● DATA UNDER STUDY
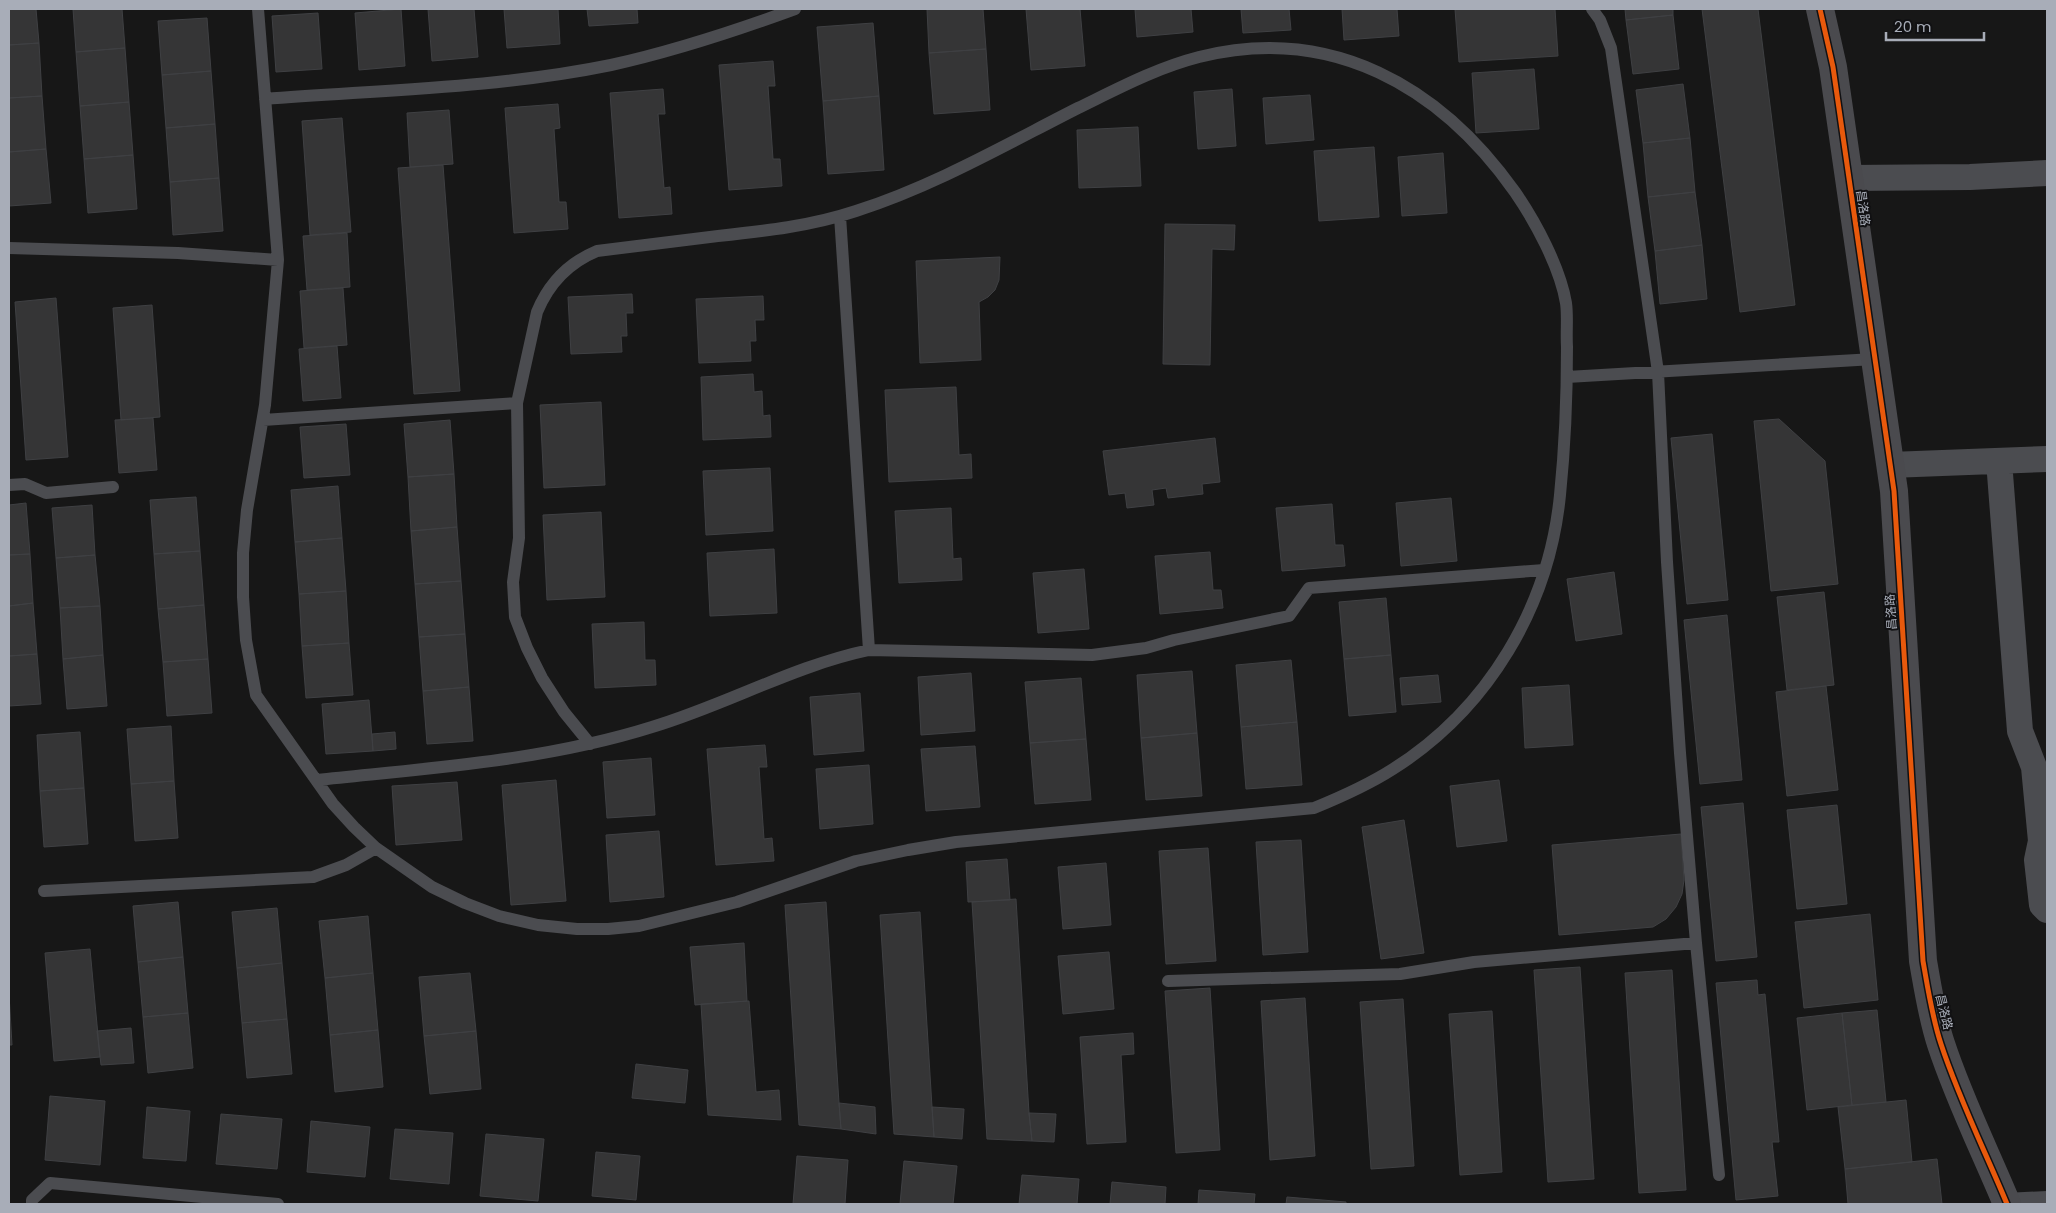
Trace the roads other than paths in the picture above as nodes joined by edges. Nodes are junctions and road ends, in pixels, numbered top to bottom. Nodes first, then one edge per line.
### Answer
1 (258, 9) edge
2 (795, 9) edge
3 (1592, 9) edge
4 (1820, 9) edge
5 (265, 99) junction
6 (2047, 173) edge
7 (1849, 178) junction
8 (840, 216) junction
9 (9, 248) edge
10 (278, 260) junction
11 (1874, 359) junction
12 (1658, 372) junction
13 (1567, 377) junction
14 (517, 403) junction
15 (263, 420) junction
16 (2047, 459) edge
17 (2000, 461) junction
18 (1890, 465) junction
19 (9, 485) edge
20 (113, 487) dead end
21 (1544, 570) junction
22 (869, 650) junction
23 (590, 744) junction
24 (317, 780) junction
25 (376, 848) junction
26 (44, 891) dead end
27 (2047, 910) edge
28 (1696, 943) junction
29 (1168, 981) dead end
30 (1719, 1175) dead end
31 (2047, 1197) edge
32 (2006, 1201) edge
33 (32, 1204) edge
34 (278, 1204) edge

1 - 5 lane
2 - 5 lane
3 - 12 lane
4 - 7 street, 昌洛路
5 - 10 lane
6 - 7 street
7 - 11 street, 昌洛路
8 - 13 lane
8 - 14 lane
8 - 22 lane
9 - 10 lane
10 - 15 lane
11 - 12 lane
11 - 18 street, 昌洛路
12 - 13 lane
12 - 28 lane
13 - 21 lane
14 - 15 lane
14 - 23 lane
15 - 24 lane
16 - 17 street
17 - 18 street
17 - 27 street
18 - 32 street, 昌洛路
19 - 20 lane
21 - 22 lane
21 - 25 lane
22 - 23 lane
23 - 24 lane
24 - 25 lane
25 - 26 lane
28 - 29 lane
28 - 30 lane
31 - 32 lane
33 - 34 lane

● WHAT NEEDS TO BE DONE
Of the lines above, copy each one that contains the word "street".

● SOLUTION FOR THIS TASK
4 - 7 street, 昌洛路
6 - 7 street
7 - 11 street, 昌洛路
11 - 18 street, 昌洛路
16 - 17 street
17 - 18 street
17 - 27 street
18 - 32 street, 昌洛路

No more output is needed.